Under construction! With more updates coming soon.

Our goal is to describe

  • What does it mean for a car to be self driving?
  • What sensors are used in self driving cars?
  • What are the software components: controller, perception, occupancy grid map, planner, maps, simulation.
  • What open source software tools are available to help in development?
  • What does ‘real time’ and ‘safety critical’ mean, for self driving cars?
  • What are the engineering challenges?
  • How does self driving compare to robotics in general?

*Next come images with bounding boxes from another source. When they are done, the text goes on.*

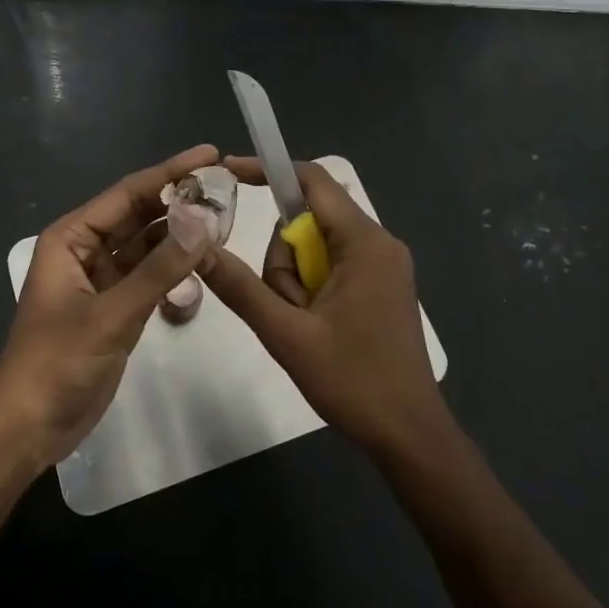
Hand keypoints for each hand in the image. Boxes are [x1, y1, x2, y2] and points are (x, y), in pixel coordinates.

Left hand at [0, 145, 224, 469]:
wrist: (30, 426)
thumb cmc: (57, 362)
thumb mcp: (111, 314)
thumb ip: (159, 269)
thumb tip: (204, 221)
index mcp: (72, 237)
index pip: (128, 194)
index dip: (171, 172)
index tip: (211, 154)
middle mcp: (86, 249)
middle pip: (139, 213)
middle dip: (180, 199)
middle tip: (226, 185)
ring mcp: (102, 279)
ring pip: (147, 243)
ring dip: (180, 231)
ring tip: (224, 216)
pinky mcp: (116, 306)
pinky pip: (150, 273)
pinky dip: (174, 264)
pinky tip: (204, 255)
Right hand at [202, 157, 450, 459]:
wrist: (410, 436)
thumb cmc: (354, 382)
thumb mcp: (287, 334)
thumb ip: (241, 287)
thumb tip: (198, 247)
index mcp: (364, 242)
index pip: (312, 181)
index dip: (268, 171)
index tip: (226, 172)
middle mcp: (380, 243)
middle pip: (311, 220)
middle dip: (284, 259)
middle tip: (287, 308)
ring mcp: (384, 265)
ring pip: (318, 247)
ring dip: (296, 280)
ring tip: (305, 327)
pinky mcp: (382, 286)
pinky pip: (334, 265)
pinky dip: (312, 287)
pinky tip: (316, 327)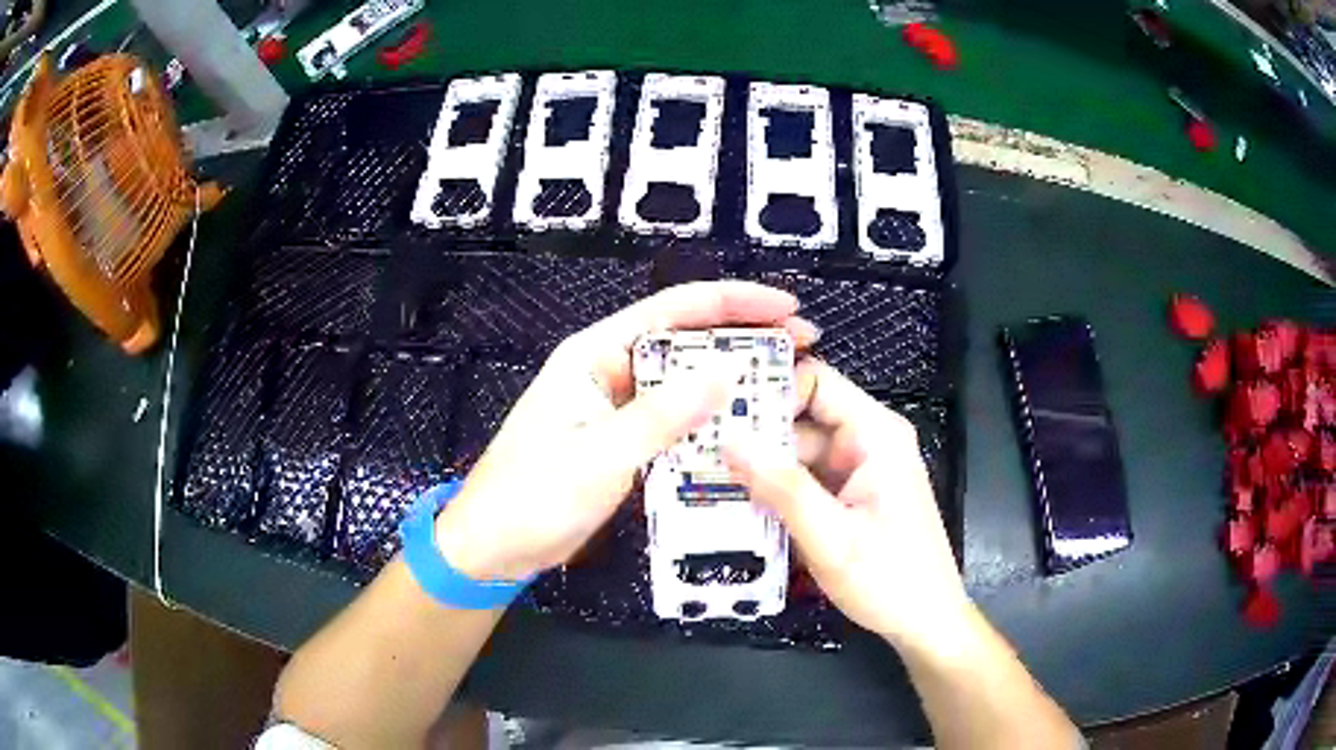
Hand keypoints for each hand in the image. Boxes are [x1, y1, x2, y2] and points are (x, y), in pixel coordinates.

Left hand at [433, 281, 816, 583]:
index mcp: (594, 355)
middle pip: (684, 342)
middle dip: (742, 339)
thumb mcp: (601, 455)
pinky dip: (709, 422)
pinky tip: (743, 430)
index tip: (785, 306)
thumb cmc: (533, 497)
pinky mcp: (624, 441)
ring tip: (785, 386)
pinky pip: (675, 421)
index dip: (733, 302)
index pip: (672, 310)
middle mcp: (609, 371)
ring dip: (730, 383)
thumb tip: (728, 370)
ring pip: (684, 384)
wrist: (494, 547)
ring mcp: (617, 408)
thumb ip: (664, 414)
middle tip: (801, 348)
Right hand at [723, 359, 968, 649]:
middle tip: (697, 448)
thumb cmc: (890, 580)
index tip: (718, 407)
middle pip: (801, 419)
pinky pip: (805, 481)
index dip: (769, 388)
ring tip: (705, 478)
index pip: (816, 382)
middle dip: (754, 434)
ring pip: (797, 453)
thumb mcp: (832, 537)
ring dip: (760, 468)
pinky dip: (775, 492)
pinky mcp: (849, 497)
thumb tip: (729, 439)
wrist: (926, 623)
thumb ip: (782, 487)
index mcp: (875, 434)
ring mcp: (858, 471)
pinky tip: (737, 503)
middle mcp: (867, 442)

  • The components of a self driving car
  • The engineering needed to build it, incrementally, and component wise. The best technology is built by evolution of simpler components, from basic to complex.
  • The skills needed to build each component
  • How to find information about building the various components. Some good books describing general robotics or machine learning are available (Probabilistic Robots, and Hands-On Machine Learning with Scikit-Learn, Keras, and TensorFlow). However, no book seems to exist in print at this time that will describe the full technological stack of a self driving car, from start to end.

At a glance

  • A self driving car has planner, controller, and computer vision sensors
  • [Insert architecture diagram]
    • The planner computes the path the car should follow. For example: drive along the 1st lane, stop at the intersection, wait for crossing traffic, then turn left
    • The controller will set the motors and actuators - i.e., set the gear to forward, set the speed, set the steering, or break
    • The controller will report back the sensor data - i.e., gps position (car is equipped typically with dual gps, to get both position and direction. Also, current time, steering angle, speed, gear.
      • Controller is equipped with some GPS-enhancing sensors, e.g. gyro and IMU, allowing it to estimate position when GPS is temporarily not available, e.g. beause the car is in a tunnel. This allows it to interpolate a more precise GPS
    • The GPS tick from the satellite comes at 1Hz (1pps). The controller needs to report sensor data to perception and to the planner at higer frequency. This could be anywhere between 50Hz to 5Hz.
  • Frequency considerations
    • If the frequency is high, the system will do obstacle avoidance in a timely fashion.
    • However, the compute power necessary to handle high frequency is proportional to the frequency. Higher frequency means, proportionally - more CPU power, and larger FPGA (or FPGAs).
  • The planner <-> controller cycle runs in a continuous loop, at high frequency.
  • However, vision sensors can’t maintain the same high frequency, due to the compute requirements.
  • Vision sensors will use a higher data bandwith, and will run at slower frequency, typically 5-50Hz (but closer to the low end of the range).
  • Vision sensors include one or more cameras, lidars, radars…
    • [Insert diagram here of vision sensors]
  • Data flow for vision is vision_sensor->planner.
    • This is b/c vision sensors are passive sensors.
  • That being said, vision sensor data needs to be cleaned up, and synchronized. Ground points need to be marked.
  • Vision sensor data is not passed directly to the planner. In between, we have the detection nodes. The following types of detections are performed:
    • Auto-calibration of the sensors.
    • Accummulated occupancy grid. This is used by the planner to determine the drivable area. The occupancy grid is discretized into voxels. Voxels that are occupied multiple frames are accummulated, and determine the accummulated occupancy grid.
    • Synchronization of multiple sensors - so data can be processed in a synchronized fashion, not in interspersed chunks.
    • Lidar motion compensation, for rotational lidars - in case it is not performed by the lidar itself.
    • Segmentation - including ground segmentation.
    • SLAM - simultaneous localization and mapping
      • This has a different, simpler implementation when the vehicle moves in a closed circuit - e.g., on a warehouse floor, on a public transportation route, in a well-known campus, or in a parking lot.
      • If an over the road vehicle, the map infrastructure is a lot more complicated, and needs to be dynamically updated, requiring extra back-end infrastructure.
      • SLAM is an industry term for the algorithm designed to improve the quality of localization (GPS) by fusing it with visual sensor data about known static obstacles on the map.
    • Static object detection - specialized for the types of static objects. For example: traffic signage. Parked vehicles. Treating static objects separately in the detection pipeline allows for more efficient algorithms specialized for static objects.
    • Dynamic object detection, incluing pedestrian detection.
    • Object tracking. Object prediction.
      • Sometimes, this is implemented as a single deep learning layer fused with the object detection layer.
      • Other times, this is implemented as separate layers.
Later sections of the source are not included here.